## Aim of the task
With no line left out, restate the data word for word.

*** Input records Section Begins ***

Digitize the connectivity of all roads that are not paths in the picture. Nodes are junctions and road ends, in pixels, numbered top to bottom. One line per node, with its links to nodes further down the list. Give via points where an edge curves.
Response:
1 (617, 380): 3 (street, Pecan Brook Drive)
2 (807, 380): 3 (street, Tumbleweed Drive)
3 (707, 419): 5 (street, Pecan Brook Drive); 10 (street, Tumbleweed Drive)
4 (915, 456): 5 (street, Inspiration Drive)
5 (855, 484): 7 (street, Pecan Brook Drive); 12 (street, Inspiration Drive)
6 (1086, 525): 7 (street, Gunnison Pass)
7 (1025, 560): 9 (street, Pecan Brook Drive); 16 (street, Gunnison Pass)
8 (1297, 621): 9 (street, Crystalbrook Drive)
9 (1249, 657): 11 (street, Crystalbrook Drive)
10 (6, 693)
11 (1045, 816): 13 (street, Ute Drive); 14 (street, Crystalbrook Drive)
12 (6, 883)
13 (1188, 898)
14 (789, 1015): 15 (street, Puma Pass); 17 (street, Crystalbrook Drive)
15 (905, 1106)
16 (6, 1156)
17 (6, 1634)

*** Input records Section Ends ***

## Result of the task
Digitize the connectivity of all roads that are not paths in the picture. Nodes are junctions and road ends, in pixels, numbered top to bottom. One line per node, with its links to nodes further down the list. Give via points where an edge curves.
Response:
1 (617, 380): 3 (street, Pecan Brook Drive)
2 (807, 380): 3 (street, Tumbleweed Drive)
3 (707, 419): 5 (street, Pecan Brook Drive); 10 (street, Tumbleweed Drive)
4 (915, 456): 5 (street, Inspiration Drive)
5 (855, 484): 7 (street, Pecan Brook Drive); 12 (street, Inspiration Drive)
6 (1086, 525): 7 (street, Gunnison Pass)
7 (1025, 560): 9 (street, Pecan Brook Drive); 16 (street, Gunnison Pass)
8 (1297, 621): 9 (street, Crystalbrook Drive)
9 (1249, 657): 11 (street, Crystalbrook Drive)
10 (6, 693)
11 (1045, 816): 13 (street, Ute Drive); 14 (street, Crystalbrook Drive)
12 (6, 883)
13 (1188, 898)
14 (789, 1015): 15 (street, Puma Pass); 17 (street, Crystalbrook Drive)
15 (905, 1106)
16 (6, 1156)
17 (6, 1634)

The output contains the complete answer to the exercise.